Pero nada le podía ya salvar, ni siquiera la mediación de Dwane Casey (actual entrenador de Toronto Raptors y por aquel entonces asistente en Kentucky), uno de sus más firmes valedores. Sería expulsado inmediatamente del centro y, por vez definitiva, roto el sueño de maravillar a la grada del mastodóntico Rupp Arena con sus vibrantes mates. Lo único que pudo hacer Casey es gestionar su traslado a otra universidad, mucho menos prestigiosa, en la zona este de Texas, donde también tendría que esperar hasta su segundo año para poder debutar. Kemp, sin embargo, meditaba otros planes.
En junio de 1989 decidiría presentarse al Draft de la NBA, desafiando toda lógica y desoyendo los consejos procedentes de su mismo entorno.
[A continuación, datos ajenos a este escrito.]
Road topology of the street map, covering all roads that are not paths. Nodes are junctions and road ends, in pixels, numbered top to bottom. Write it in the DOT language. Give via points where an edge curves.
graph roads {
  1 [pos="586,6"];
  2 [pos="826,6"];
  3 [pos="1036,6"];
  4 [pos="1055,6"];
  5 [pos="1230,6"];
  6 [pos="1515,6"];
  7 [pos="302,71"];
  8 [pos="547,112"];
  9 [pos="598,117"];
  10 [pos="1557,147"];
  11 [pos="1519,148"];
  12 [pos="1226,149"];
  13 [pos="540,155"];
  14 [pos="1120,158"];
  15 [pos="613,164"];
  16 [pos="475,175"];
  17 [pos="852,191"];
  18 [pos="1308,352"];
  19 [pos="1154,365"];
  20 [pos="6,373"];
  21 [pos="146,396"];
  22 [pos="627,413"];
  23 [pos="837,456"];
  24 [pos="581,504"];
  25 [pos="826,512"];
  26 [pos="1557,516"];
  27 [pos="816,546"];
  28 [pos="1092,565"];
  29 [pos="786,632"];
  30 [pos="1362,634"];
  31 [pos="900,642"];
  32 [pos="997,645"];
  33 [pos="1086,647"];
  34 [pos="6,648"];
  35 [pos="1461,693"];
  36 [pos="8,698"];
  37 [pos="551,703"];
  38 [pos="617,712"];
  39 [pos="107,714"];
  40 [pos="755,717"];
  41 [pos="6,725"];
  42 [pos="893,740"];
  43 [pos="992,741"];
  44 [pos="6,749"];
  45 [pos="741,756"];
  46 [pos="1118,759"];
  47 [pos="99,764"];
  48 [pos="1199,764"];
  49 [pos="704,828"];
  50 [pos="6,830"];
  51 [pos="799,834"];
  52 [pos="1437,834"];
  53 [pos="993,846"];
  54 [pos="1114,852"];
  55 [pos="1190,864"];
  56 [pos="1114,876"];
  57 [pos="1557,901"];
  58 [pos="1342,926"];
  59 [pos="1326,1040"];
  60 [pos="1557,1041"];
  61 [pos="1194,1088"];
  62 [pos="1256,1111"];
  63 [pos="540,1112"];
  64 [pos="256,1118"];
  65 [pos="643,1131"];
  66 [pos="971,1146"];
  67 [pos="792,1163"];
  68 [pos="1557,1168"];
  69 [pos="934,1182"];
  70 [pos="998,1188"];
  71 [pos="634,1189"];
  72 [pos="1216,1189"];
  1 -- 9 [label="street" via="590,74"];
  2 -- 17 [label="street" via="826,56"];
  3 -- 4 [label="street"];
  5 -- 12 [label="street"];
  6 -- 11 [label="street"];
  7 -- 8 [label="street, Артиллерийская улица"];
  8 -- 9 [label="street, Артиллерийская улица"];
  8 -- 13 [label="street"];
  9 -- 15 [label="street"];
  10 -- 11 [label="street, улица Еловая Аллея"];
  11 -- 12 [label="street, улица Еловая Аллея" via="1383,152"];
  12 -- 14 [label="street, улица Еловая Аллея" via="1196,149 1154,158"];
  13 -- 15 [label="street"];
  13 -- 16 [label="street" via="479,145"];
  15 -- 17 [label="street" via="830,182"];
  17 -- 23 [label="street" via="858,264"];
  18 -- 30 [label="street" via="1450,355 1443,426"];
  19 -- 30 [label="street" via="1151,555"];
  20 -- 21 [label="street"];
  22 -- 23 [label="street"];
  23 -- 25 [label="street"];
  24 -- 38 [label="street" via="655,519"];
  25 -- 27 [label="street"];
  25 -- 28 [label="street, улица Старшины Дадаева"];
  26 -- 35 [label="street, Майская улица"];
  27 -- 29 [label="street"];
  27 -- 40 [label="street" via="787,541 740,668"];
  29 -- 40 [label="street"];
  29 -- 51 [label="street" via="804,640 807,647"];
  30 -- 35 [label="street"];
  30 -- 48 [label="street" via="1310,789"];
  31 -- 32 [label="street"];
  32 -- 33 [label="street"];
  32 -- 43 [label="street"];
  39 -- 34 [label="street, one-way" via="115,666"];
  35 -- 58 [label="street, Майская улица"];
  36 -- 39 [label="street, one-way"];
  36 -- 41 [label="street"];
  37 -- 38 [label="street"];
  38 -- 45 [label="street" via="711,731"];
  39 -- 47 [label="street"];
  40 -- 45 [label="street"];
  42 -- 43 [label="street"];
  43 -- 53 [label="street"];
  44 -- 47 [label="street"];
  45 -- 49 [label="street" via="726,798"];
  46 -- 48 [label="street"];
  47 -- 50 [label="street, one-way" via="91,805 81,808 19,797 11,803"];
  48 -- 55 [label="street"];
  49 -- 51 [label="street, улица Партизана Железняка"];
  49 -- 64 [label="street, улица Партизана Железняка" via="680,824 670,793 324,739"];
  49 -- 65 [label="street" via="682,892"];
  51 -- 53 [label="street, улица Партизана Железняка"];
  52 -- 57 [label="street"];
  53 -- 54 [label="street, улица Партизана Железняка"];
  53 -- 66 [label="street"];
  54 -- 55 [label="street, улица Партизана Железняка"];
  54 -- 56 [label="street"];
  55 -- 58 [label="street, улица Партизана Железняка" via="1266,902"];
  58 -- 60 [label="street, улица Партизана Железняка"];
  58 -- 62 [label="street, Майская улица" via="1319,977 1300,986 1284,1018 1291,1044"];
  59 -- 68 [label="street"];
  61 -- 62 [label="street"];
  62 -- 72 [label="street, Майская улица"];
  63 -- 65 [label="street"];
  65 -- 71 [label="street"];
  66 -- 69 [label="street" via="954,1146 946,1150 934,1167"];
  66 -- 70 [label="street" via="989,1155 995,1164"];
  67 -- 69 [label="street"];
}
Al fin y al cabo, su intentona universitaria solo le había causado problemas y desengaños (algunos de ellos causados por él mismo, dicho sea de paso), así que, ¿por qué esperar? Aspiraba a ser el primer jugador desde el lejano 1975 que daba el salto directamente desde el instituto. Un riesgo potencial que siempre tuvo a Moses Malone y Darryl Dawkins como reflejo del éxito, pero que de salir mal, podía echarlo todo a perder. Además, el juego de Kemp distaba eones de lucir pulido. Carecía de la necesaria disciplina profesional, dependía en exceso de su superioridad física, y para colmo de males, hacía más de un año que no disputaba un solo partido oficial. Parecía que todo apuntaba en su contra.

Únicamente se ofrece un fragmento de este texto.